State how many lines in the entries below hold the string "Buildwas", and give nothing besides that number.
_ _ _
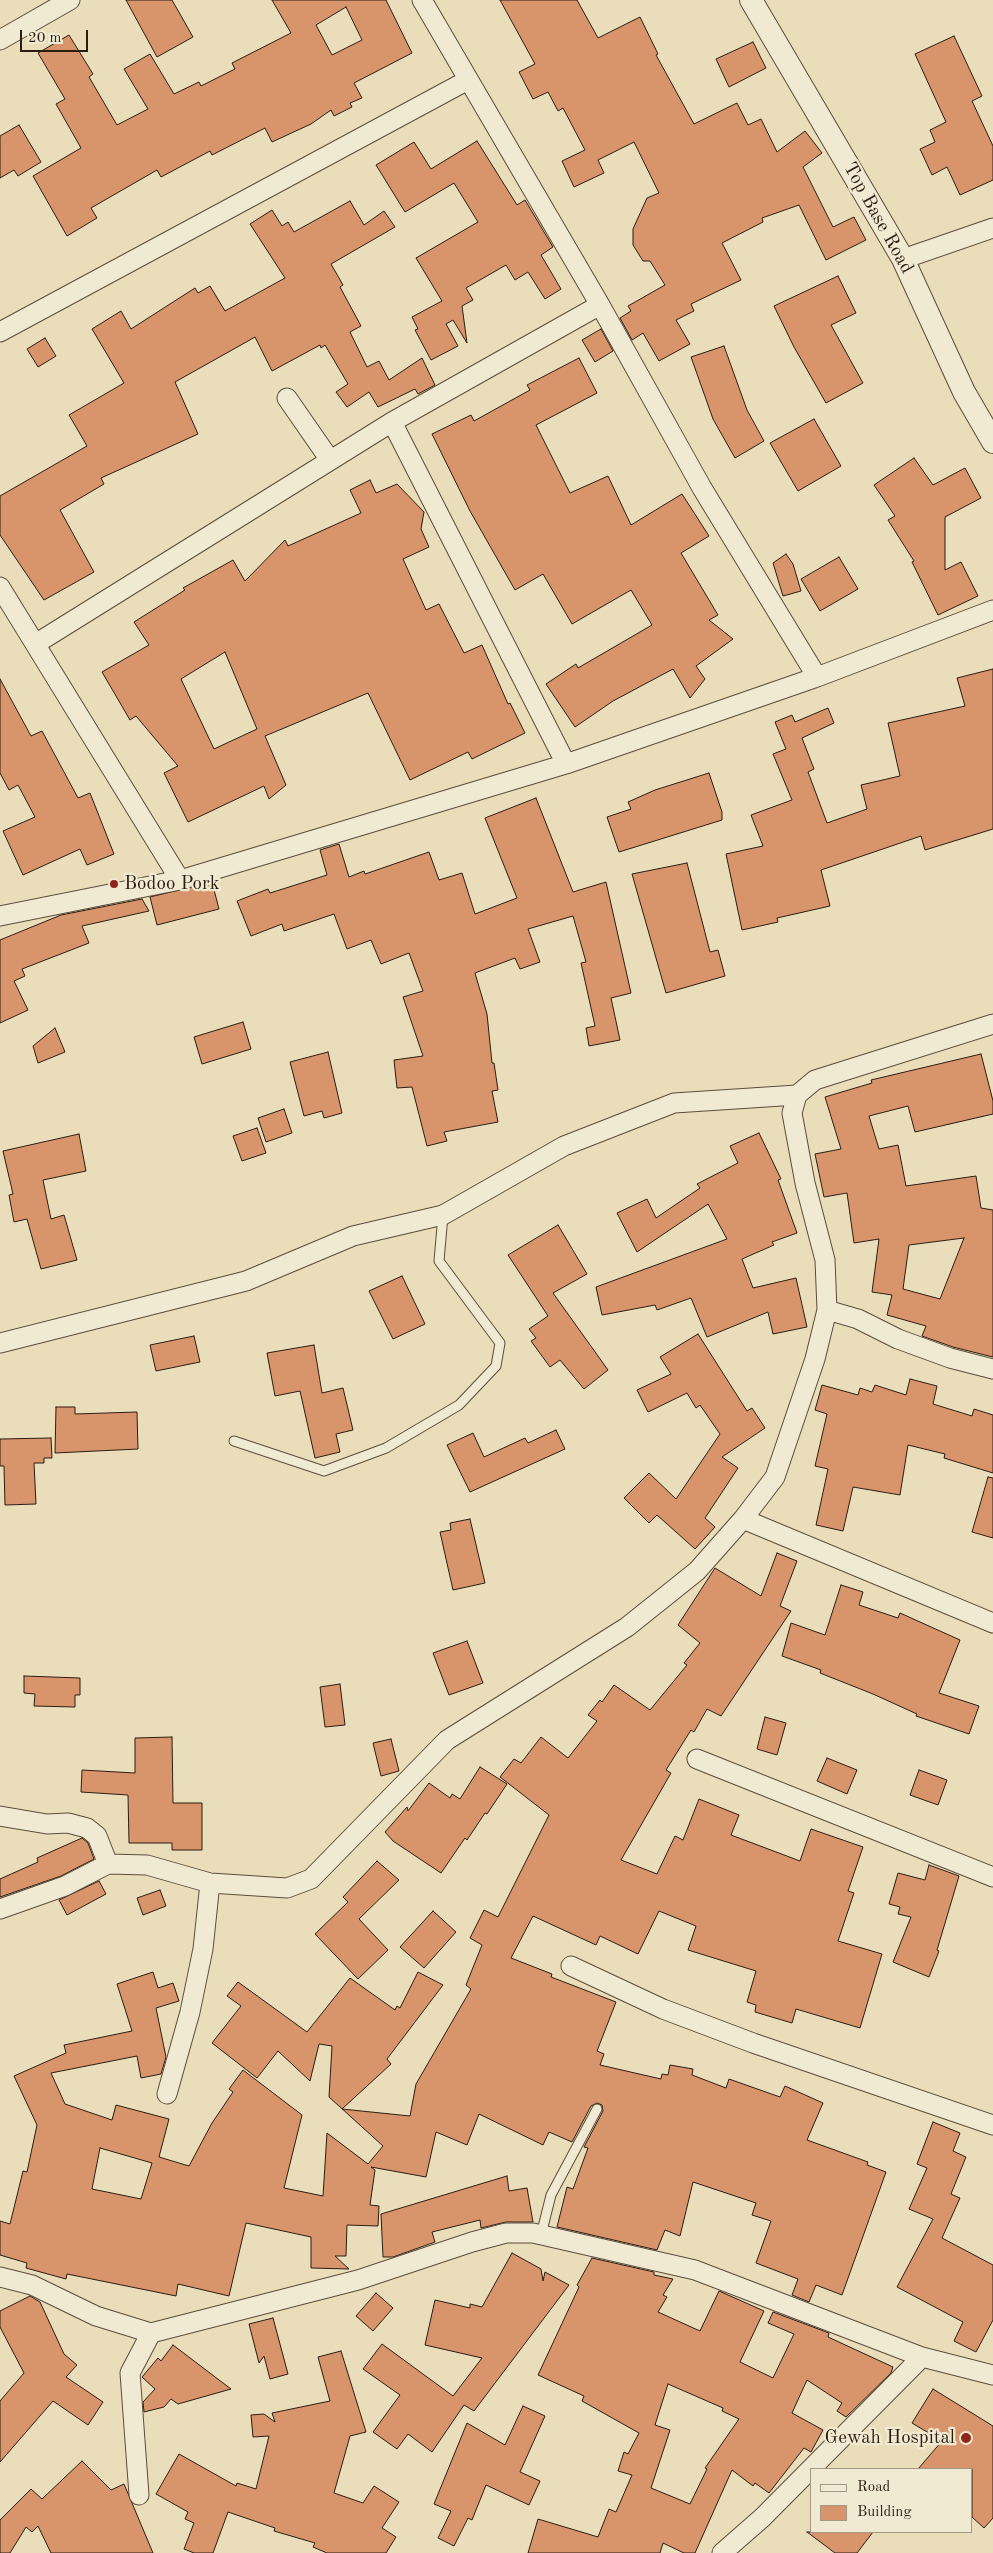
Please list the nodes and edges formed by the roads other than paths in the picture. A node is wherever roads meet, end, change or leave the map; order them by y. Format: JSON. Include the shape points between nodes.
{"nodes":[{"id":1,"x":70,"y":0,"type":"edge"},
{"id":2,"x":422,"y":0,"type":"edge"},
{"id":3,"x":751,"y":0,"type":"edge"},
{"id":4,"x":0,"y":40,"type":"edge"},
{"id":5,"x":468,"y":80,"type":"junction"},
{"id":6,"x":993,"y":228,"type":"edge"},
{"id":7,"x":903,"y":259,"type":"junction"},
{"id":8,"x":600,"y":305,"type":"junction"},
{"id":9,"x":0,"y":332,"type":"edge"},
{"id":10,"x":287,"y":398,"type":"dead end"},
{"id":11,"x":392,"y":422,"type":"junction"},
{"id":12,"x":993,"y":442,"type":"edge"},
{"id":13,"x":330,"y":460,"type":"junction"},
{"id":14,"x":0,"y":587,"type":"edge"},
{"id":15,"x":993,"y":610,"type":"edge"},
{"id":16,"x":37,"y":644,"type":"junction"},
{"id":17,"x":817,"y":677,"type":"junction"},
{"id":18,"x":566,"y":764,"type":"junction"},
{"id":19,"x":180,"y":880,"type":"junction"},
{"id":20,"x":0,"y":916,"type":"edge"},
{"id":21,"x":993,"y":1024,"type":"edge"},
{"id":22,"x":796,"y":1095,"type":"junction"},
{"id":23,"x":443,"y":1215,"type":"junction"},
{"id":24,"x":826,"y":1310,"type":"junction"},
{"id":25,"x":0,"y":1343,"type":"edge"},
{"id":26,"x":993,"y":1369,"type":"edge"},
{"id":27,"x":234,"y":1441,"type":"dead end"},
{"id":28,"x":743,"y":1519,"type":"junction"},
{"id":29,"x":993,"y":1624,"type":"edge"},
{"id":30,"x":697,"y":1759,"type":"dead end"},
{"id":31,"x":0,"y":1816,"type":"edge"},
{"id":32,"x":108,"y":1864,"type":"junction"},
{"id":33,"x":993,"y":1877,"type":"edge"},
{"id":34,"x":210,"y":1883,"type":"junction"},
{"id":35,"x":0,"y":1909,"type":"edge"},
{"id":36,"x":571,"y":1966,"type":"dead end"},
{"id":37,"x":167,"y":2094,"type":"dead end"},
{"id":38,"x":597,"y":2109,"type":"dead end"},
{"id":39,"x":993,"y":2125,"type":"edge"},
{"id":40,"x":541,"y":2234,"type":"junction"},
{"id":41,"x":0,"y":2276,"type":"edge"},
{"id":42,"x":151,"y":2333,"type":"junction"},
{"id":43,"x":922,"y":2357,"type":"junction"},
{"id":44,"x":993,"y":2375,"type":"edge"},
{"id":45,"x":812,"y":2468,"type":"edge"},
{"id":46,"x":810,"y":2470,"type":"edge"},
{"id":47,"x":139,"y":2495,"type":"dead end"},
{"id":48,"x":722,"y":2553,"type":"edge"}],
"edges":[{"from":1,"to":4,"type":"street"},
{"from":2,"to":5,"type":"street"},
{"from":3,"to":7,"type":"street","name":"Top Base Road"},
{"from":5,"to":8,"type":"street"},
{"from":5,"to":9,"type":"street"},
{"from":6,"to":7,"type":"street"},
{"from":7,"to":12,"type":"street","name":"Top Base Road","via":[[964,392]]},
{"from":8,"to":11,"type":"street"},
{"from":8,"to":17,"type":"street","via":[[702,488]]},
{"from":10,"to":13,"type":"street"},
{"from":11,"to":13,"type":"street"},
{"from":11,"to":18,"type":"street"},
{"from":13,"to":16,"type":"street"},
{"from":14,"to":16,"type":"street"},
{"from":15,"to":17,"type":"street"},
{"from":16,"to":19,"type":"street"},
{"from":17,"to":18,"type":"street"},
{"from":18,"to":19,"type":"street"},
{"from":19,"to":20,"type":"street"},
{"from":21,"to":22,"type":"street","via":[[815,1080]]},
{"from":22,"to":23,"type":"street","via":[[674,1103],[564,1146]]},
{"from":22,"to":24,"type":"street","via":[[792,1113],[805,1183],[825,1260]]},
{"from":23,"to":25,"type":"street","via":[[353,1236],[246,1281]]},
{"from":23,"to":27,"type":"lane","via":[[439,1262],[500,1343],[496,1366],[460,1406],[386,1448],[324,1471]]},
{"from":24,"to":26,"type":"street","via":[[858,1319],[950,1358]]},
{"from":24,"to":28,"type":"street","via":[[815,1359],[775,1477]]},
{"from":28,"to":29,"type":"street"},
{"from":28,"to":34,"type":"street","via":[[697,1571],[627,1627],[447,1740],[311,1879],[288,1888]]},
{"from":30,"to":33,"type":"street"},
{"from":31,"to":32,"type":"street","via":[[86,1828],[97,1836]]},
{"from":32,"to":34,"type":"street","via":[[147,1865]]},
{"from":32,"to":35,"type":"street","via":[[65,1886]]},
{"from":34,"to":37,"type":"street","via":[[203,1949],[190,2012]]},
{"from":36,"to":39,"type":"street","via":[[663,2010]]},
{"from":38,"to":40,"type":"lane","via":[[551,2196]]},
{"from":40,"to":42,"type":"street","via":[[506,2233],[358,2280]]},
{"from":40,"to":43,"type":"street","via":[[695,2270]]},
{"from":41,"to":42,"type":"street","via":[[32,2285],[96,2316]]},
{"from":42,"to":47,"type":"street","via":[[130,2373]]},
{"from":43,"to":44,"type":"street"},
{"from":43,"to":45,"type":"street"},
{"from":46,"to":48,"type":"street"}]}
_ _ _
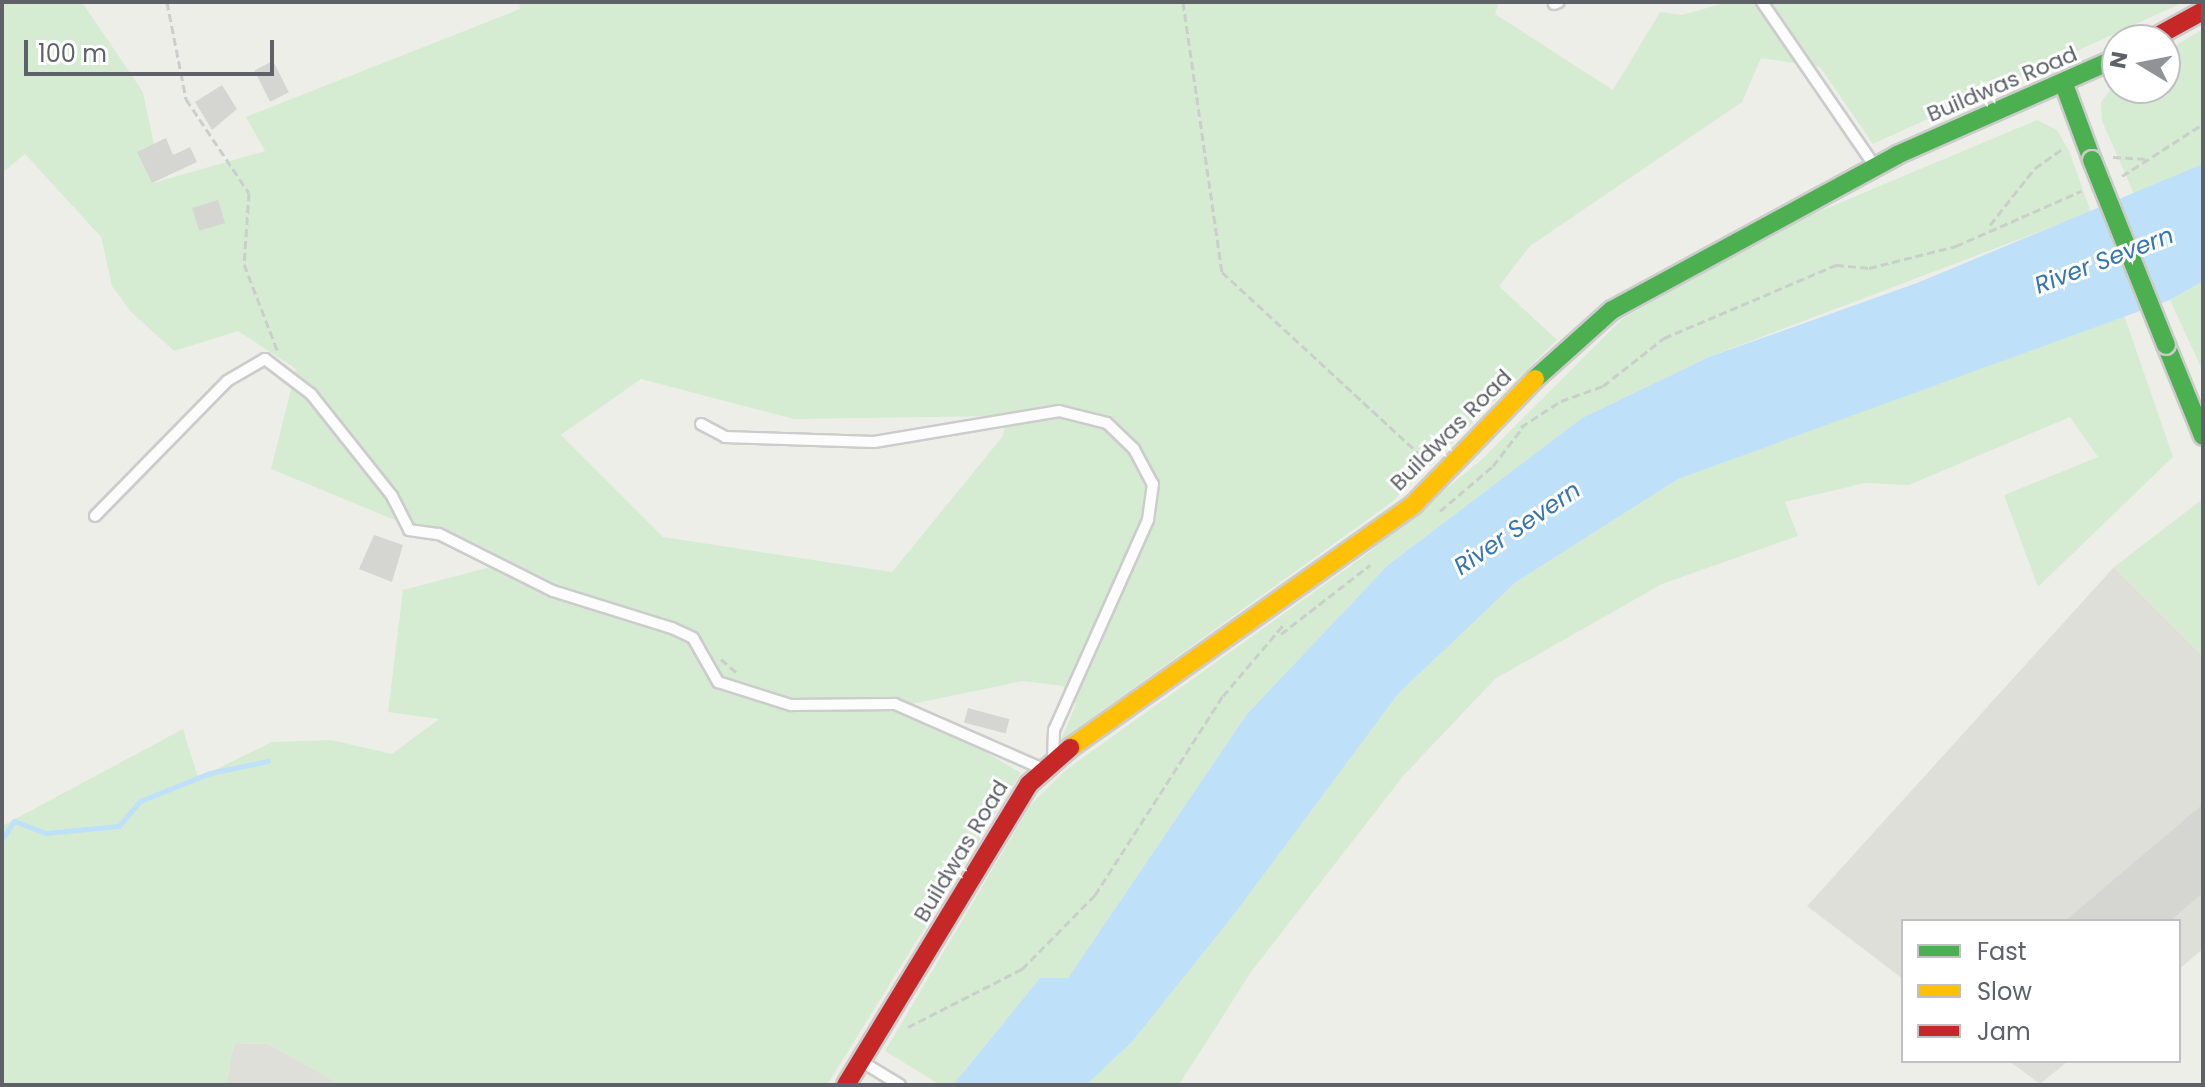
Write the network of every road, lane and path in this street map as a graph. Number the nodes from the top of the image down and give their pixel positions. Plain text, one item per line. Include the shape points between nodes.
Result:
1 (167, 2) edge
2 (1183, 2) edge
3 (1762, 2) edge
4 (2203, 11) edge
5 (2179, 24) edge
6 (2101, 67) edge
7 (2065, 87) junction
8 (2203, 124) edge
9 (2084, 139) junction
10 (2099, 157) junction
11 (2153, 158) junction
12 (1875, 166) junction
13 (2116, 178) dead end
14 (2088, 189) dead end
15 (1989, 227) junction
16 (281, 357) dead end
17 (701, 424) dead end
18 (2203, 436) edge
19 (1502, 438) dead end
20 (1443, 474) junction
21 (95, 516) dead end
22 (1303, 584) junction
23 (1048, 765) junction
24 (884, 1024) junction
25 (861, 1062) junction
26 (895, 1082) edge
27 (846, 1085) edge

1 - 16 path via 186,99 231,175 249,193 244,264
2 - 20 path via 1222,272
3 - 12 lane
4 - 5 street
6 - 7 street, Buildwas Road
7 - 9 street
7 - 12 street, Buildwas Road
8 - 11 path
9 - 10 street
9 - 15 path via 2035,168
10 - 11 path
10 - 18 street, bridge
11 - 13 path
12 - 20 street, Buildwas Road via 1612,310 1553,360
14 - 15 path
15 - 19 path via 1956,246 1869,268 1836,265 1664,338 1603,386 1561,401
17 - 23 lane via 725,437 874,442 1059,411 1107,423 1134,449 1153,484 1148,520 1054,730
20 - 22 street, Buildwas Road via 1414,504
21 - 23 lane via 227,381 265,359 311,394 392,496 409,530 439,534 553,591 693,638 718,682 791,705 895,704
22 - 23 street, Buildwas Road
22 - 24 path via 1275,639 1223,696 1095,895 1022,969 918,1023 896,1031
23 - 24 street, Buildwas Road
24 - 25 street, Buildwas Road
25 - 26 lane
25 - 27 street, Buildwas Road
_ _ _
Your solution:
8